Allow Me to Reintroduce Myself
When I started out the goal was to have an open forum for my feelings about being a wife and stepmother. Gaining followers and hearing good reviews about my work made it feel like everything was great, but sometime when we are busy basking in the positive the negative kind of sneaks up on us. Not only did I find my husband coming to me more often about what his ex had to say about my blog, but my mother in law too. By the time I'd had a few conversations with him about what she had to say I was already over it but then came the conversations she was having with my mother in law about it. At this point I'd had enough of the drama. If that wasn't enough to get me to slow down with my posts finding that screenshots of my blog were evidence during our nasty custody battle with my husband's ex definitely was. She spent hours trying to convince the judge that I was bullying her (an accusation which I could only laugh at because of everything she was doing to go out of her way to keep tabs on me BUT that's not what I came to talk about though I'll gladly fill you in another time if you're interested). At that point I was so tired her theatrics I went ahead and gave the blog a new name and a makeover. I stopped posting about what she was doing to annoy me and started posting about my journey of self discovery.

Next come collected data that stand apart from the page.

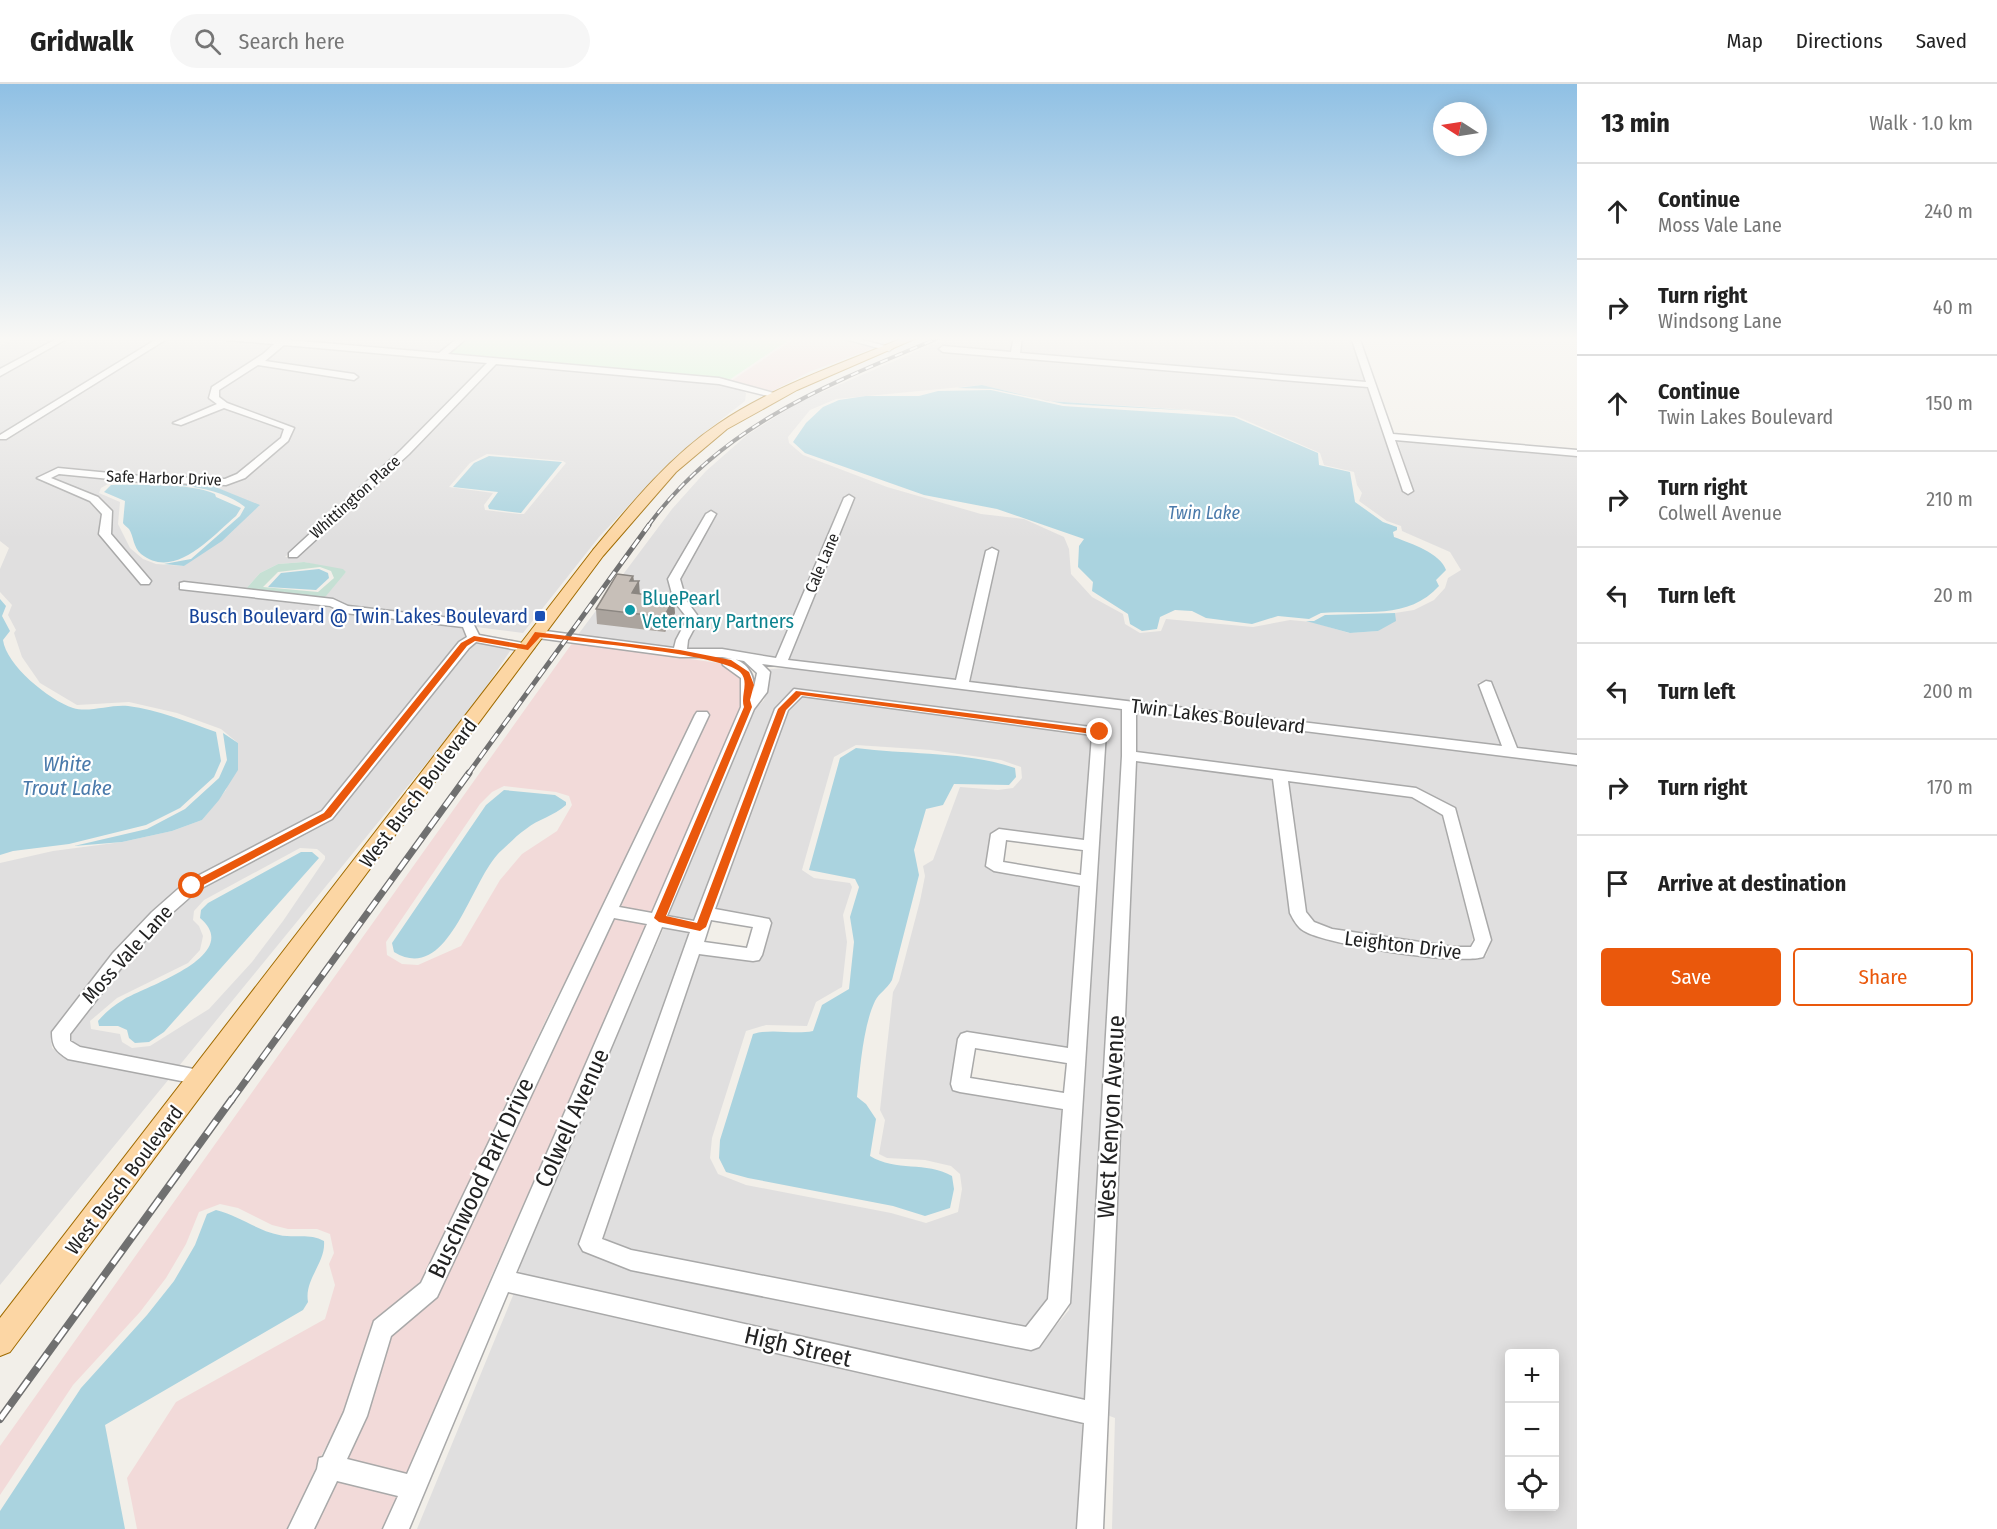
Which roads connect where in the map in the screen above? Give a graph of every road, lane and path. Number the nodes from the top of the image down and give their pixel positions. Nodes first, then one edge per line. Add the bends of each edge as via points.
1 (56, 404) edge
2 (452, 404) edge
3 (760, 404) edge
4 (1380, 404) edge
5 (224, 405) joint
6 (178, 423) dead end
7 (3, 437) dead end
8 (1391, 437) junction
9 (1577, 453) edge
10 (1408, 491) dead end
11 (849, 498) dead end
12 (711, 514) dead end
13 (992, 551) dead end
14 (293, 555) dead end
15 (145, 581) dead end
16 (184, 586) dead end
17 (474, 638) junction
18 (533, 641) junction
19 (680, 652) junction
20 (753, 661) junction
21 (728, 662) junction
22 (784, 663) junction
23 (962, 684) junction
24 (1486, 686) dead end
25 (1129, 705) junction
26 (748, 707) junction
27 (702, 715) dead end
28 (1511, 752) junction
29 (1129, 756) junction
30 (1577, 760) edge
31 (1280, 775) junction
32 (1091, 846) junction
33 (1089, 882) junction
34 (611, 911) junction
35 (659, 918) junction
36 (703, 920) junction
37 (693, 947) junction
38 (1077, 1057) junction
39 (202, 1077) junction
40 (1073, 1103) junction
41 (501, 1280) junction
42 (0, 1342) edge
43 (1095, 1414) junction
44 (328, 1467) junction
45 (414, 1488) junction
46 (301, 1529) edge
47 (396, 1529) edge
48 (1090, 1529) edge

That was the birth of My Glitter ain't Gold. I thought I'd offer my readers a glimpse into my strange and beautiful mind but I often found myself drawing a blank when trying to write. Second guessing my skill I stopped writing anything all together for a while I just didn't feel like it anymore. That was until a wonderful woman asked me to write a guest post for her blog. She offered me a few pointers and it was like the spark was reignited. I wrote a piece for her blog called "Let's be honest" it's about my life as a married woman. The post did so well not only because of the help that she offered me in opening up but because she reminded me I needed to find my niche.
I have been trying to write about what I am feeling at any point in time without giving myself any room to actually process my feelings. That lead me to produce many mediocre pieces that I posted because I hadn't posted in a while not because I was really proud of them. I hate to be cliche but it's pretty much a new year new me deal. Without further hesitation, I am going to be letting you into some of my most personal moments, there will be a little something for everyone, but this is mostly for me. Hopefully you will be able to see a little bit of yourself in me so that you don't make some of the mistakes that I have or at least know that you're not the only one going through the things you are.
Let's try this again. My Glitter Ain't Gold 2018! New Year, New Me.